The other major factor driving down unionization levels has been a growing employer focus on resisting the formation of unions in their workplaces. Without debating the merits of his actions, it’s clear that Ronald Reagan’s breaking of the air-traffic controllers union early in his presidency sent a clear message to American employers: Forget the old partnerships and traditions; it is open season on workers and their unions.

That, combined with a labyrinthine set of labor laws in this country, has emboldened employers to shift from fighting unions to trying to prevent their formation in the first place — hence the burgeoning multibillion-dollar ’union avoidance’ industry.

Some employers skirt the law, for instance indicating indirectly to workers that the plant might relocate in Mexico if they vote in a union.

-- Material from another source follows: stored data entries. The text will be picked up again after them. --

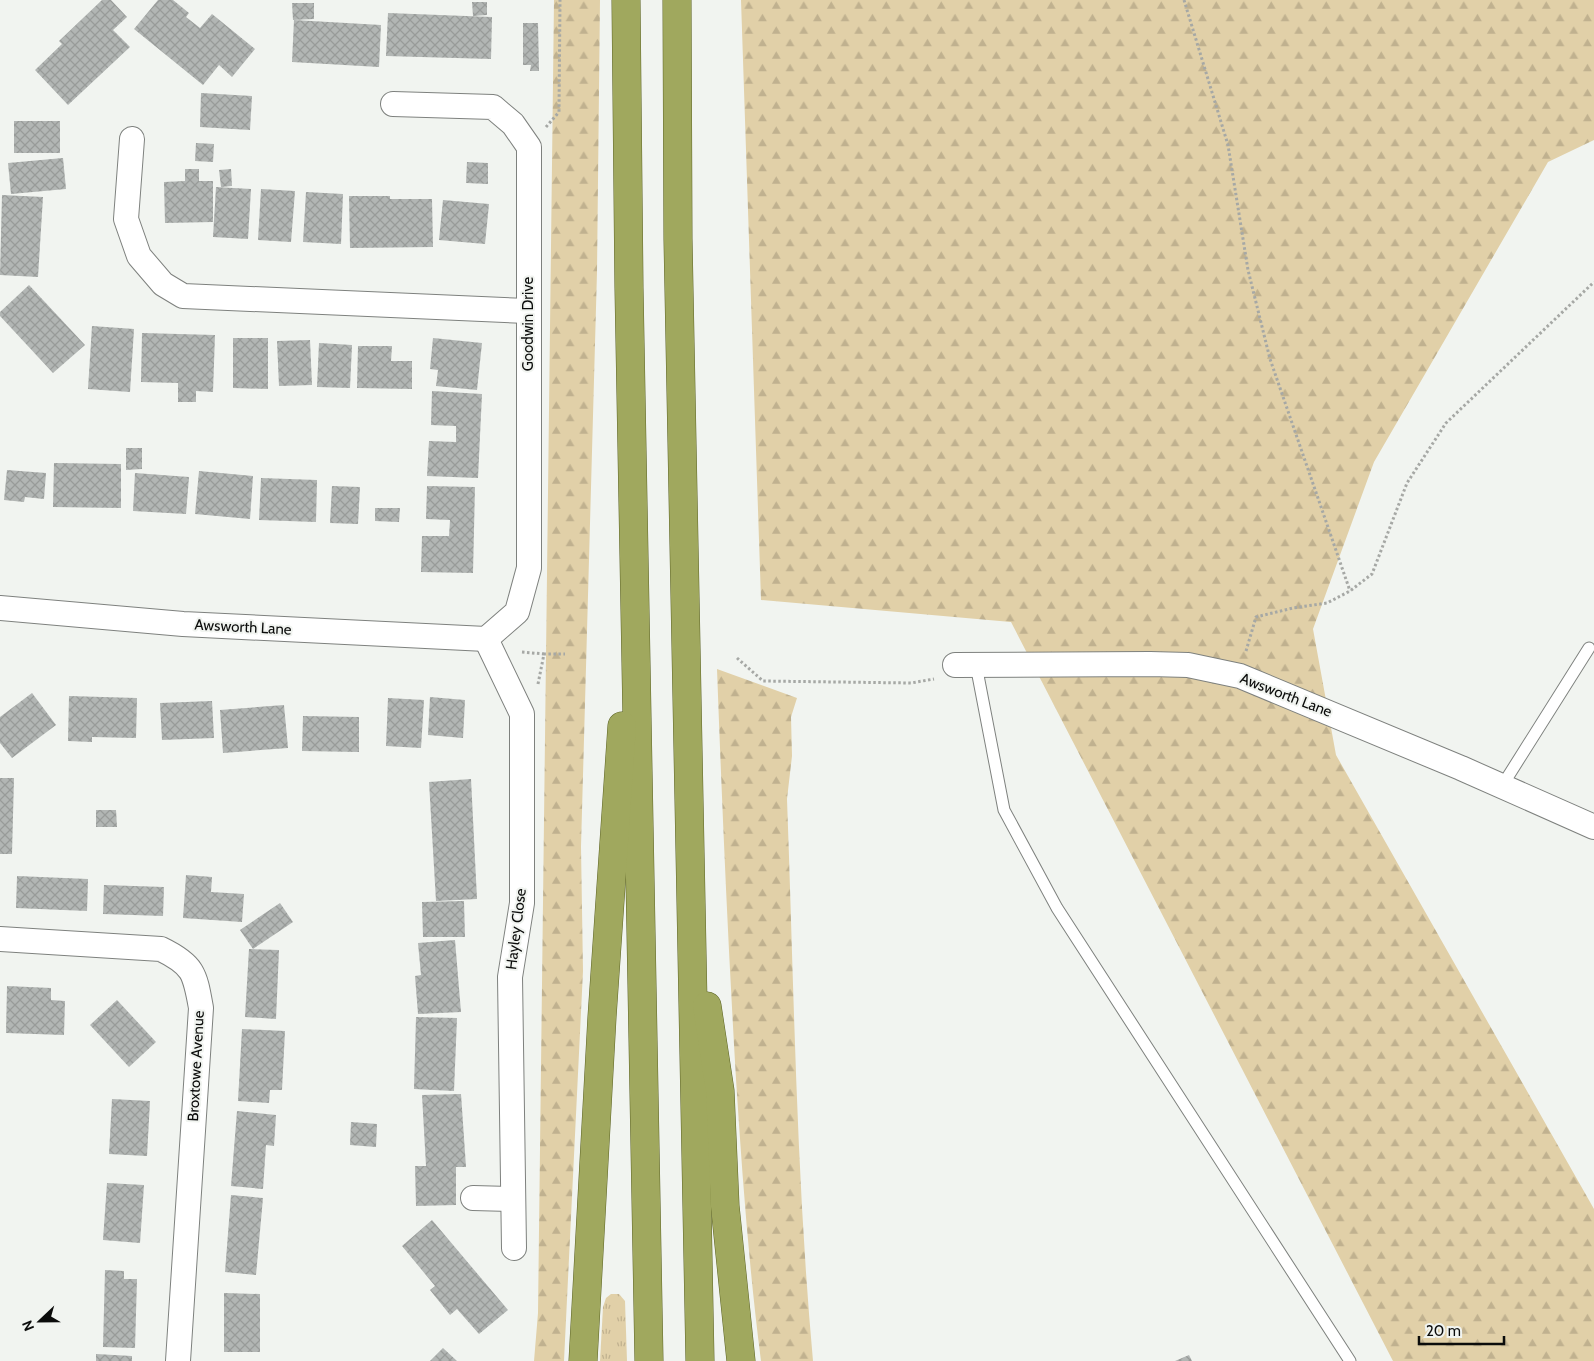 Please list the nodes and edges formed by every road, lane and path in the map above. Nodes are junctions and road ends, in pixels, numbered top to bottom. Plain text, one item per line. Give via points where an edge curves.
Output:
1 (560, 0) edge
2 (626, 0) edge
3 (677, 0) edge
4 (1184, 0) edge
5 (393, 104) dead end
6 (132, 138) dead end
7 (529, 147) junction
8 (1594, 282) edge
9 (527, 311) junction
10 (635, 566) junction
11 (1350, 591) junction
12 (0, 608) edge
13 (486, 638) junction
14 (1589, 648) dead end
15 (565, 654) dead end
16 (737, 658) dead end
17 (966, 665) junction
18 (1240, 676) junction
19 (522, 714) junction
20 (1502, 786) junction
21 (1594, 827) edge
22 (691, 906) junction
23 (0, 940) edge
24 (473, 1198) dead end
25 (513, 1198) junction
26 (514, 1248) dead end
27 (178, 1361) edge
28 (584, 1361) edge
29 (649, 1361) edge
30 (700, 1361) edge
31 (741, 1361) edge
32 (1350, 1361) edge

1 - 7 path via 559,112
2 - 10 highway
3 - 22 highway via 678,238
4 - 11 path via 1228,145 1248,270 1270,359
5 - 7 street via 493,107 513,124
6 - 9 street via 126,219 140,256 163,284 183,296
7 - 9 street, Goodwin Drive
8 - 11 path via 1446,423 1407,483 1372,574
9 - 13 street, Goodwin Drive via 529,568 516,612
10 - 28 highway via 602,1017
10 - 29 highway
11 - 18 path via 1327,603 1256,617
12 - 13 street, Awsworth Lane via 183,624
13 - 19 street, Hayley Close
14 - 20 lane
15 - 19 path via 544,654 532,713
16 - 17 path via 762,681 911,683 954,676
17 - 18 street, Awsworth Lane via 1188,665
17 - 32 lane via 1004,810 1057,908
18 - 20 street, Awsworth Lane
19 - 25 street, Hayley Close via 522,903 510,977
20 - 21 street, Awsworth Lane
22 - 30 highway
22 - 31 highway via 720,1091 725,1206
23 - 27 street, Broxtowe Avenue via 161,949 181,959 195,977 201,1008
24 - 25 street
25 - 26 street, Hayley Close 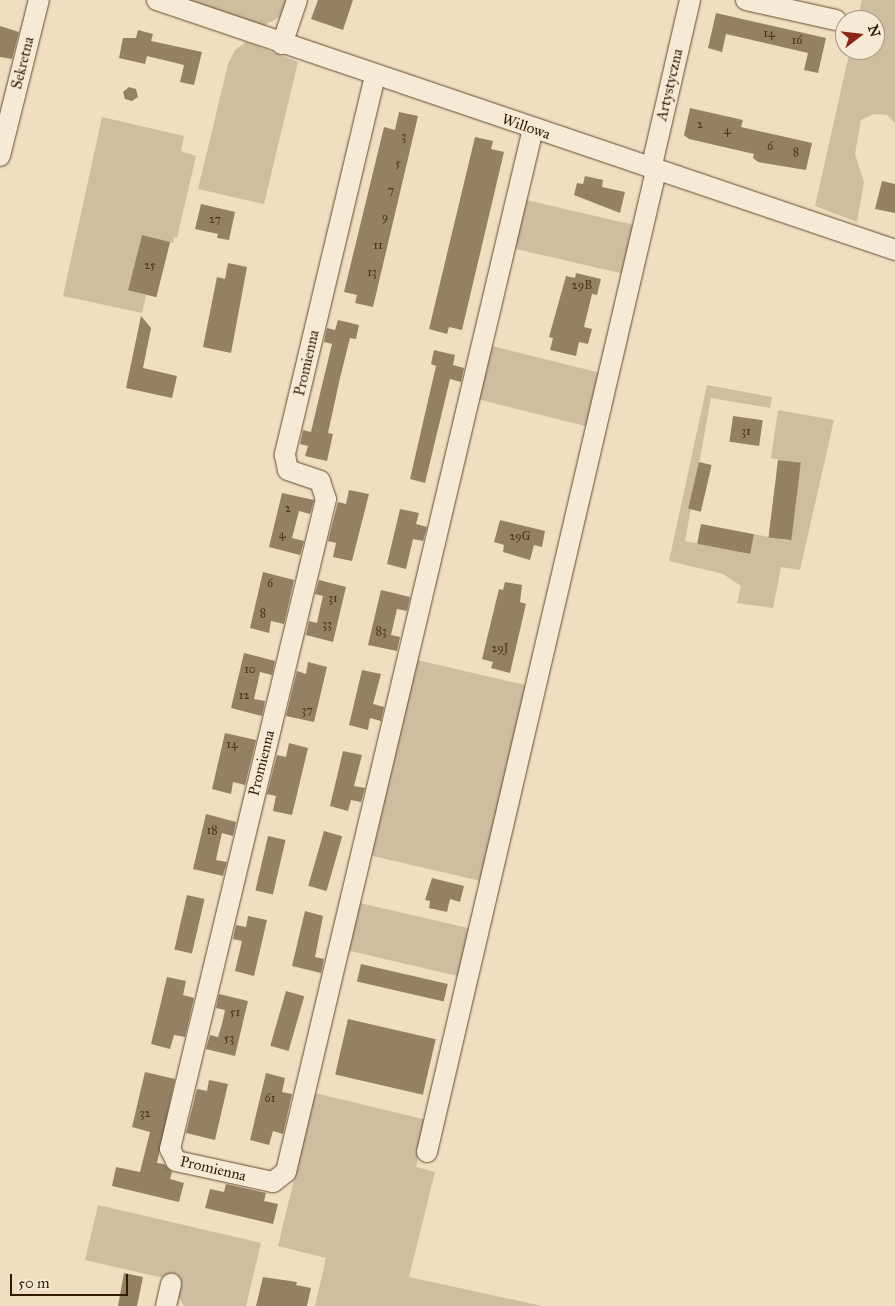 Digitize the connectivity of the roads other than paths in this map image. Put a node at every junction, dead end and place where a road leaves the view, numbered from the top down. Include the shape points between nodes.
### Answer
1 (39, 0) edge
2 (158, 0) edge
3 (297, 0) edge
4 (690, 0) edge
5 (746, 0) edge
6 (835, 20) edge
7 (282, 44) junction
8 (375, 76) junction
9 (532, 129) junction
10 (0, 156) edge
11 (654, 170) junction
12 (895, 250) edge
13 (427, 1152) dead end
14 (171, 1284) dead end
15 (166, 1306) edge

1 - 10 street, Sekretna
2 - 7 street, Willowa
3 - 7 street
4 - 11 street, Artystyczna
5 - 6 street
7 - 8 street, Willowa
8 - 9 street, Willowa
8 - 9 street, Promienna via 285,455 288,470 320,480 326,499 170,1149 176,1161 273,1182 286,1172
9 - 11 street, Willowa
11 - 12 street, Willowa
11 - 13 street, Artystyczna
14 - 15 street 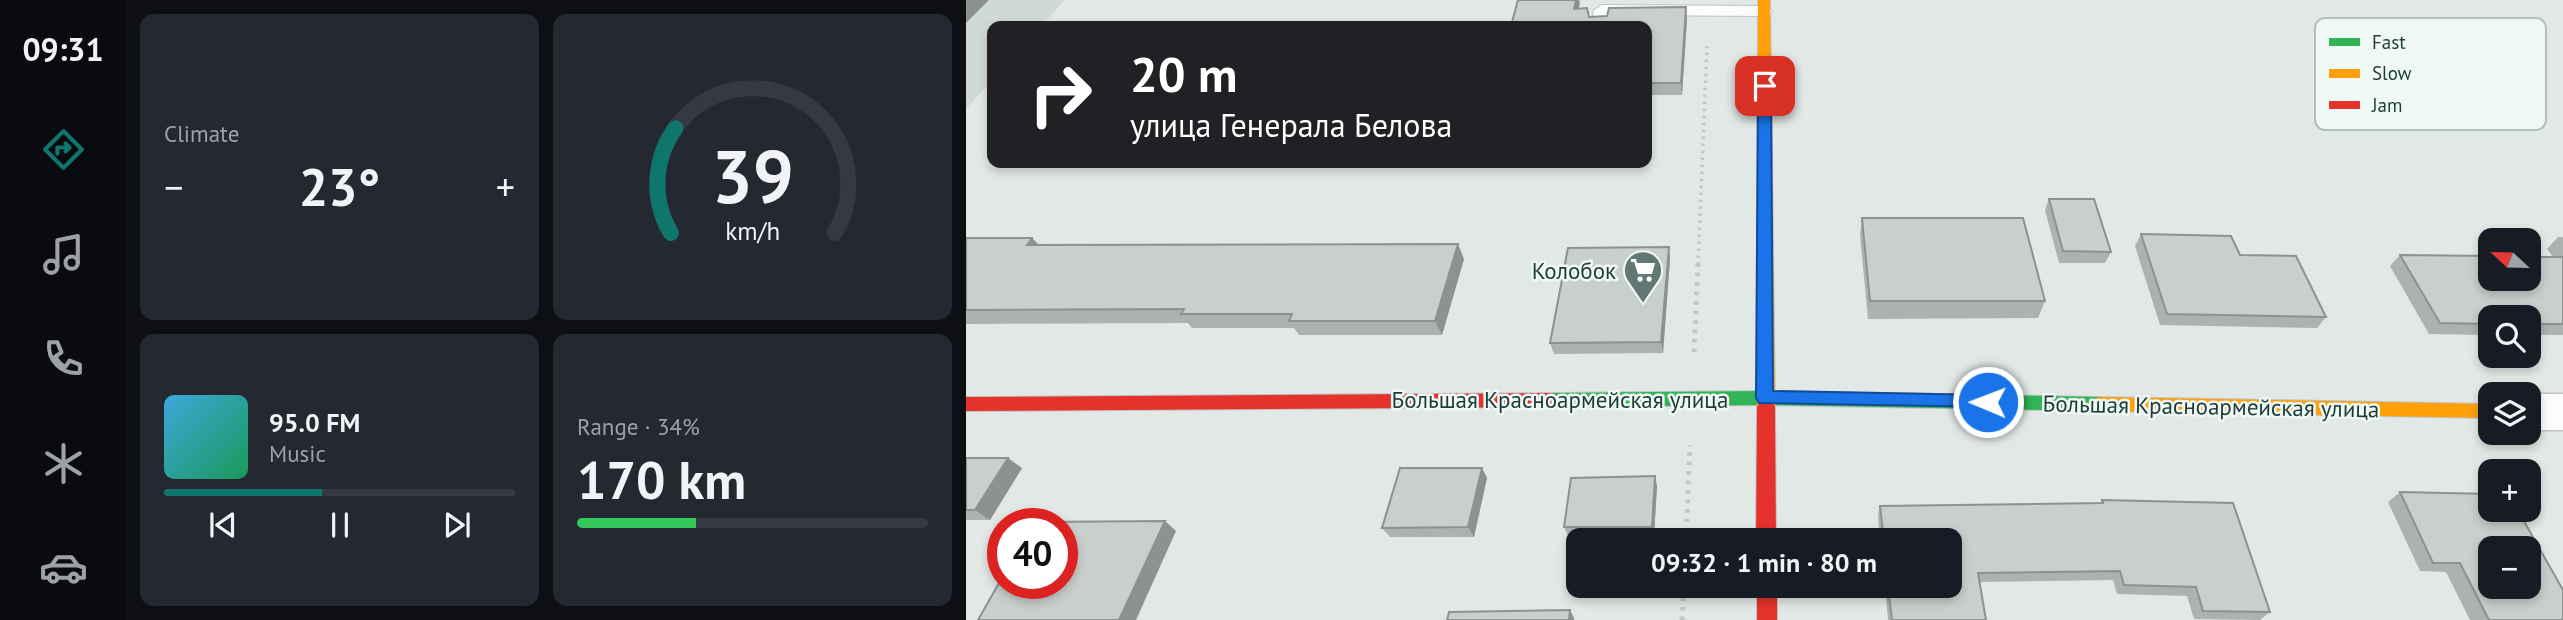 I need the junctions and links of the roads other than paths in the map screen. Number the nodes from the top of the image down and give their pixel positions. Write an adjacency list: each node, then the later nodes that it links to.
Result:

Others illegally intimidate or fire union advocates, calculating that the risk of being caught, and the light penalties if they are, justify the risk. Doubt that? Even President George W. Bush’s conservative National Labor Relations Board annually awarded back pay and other remedies to about 30,000 workers found to have been fired or disciplined improperly, often for trying to exercise their right to form a union. Also consider the chilling effect this has, especially in this economy, on other workers.

And so, if we are to understand the low union numbers in this country, the role of mounting employer resistance shouldn’t be overlooked. As Theodore St. Antoine, a veteran law professor, former law school dean and past president of the National Academy of Arbitrators, told me, the “intensity of opposition to unionization which is exhibited by American employers has no parallel in the Western industrial world.”

Philip Dine, author of “State of the Unions: How Labor Can Strengthen the Middle Class, Improve Our Economy, and Regain Political Influence,” is a Washington-based journalist and a frequent speaker on labor issues.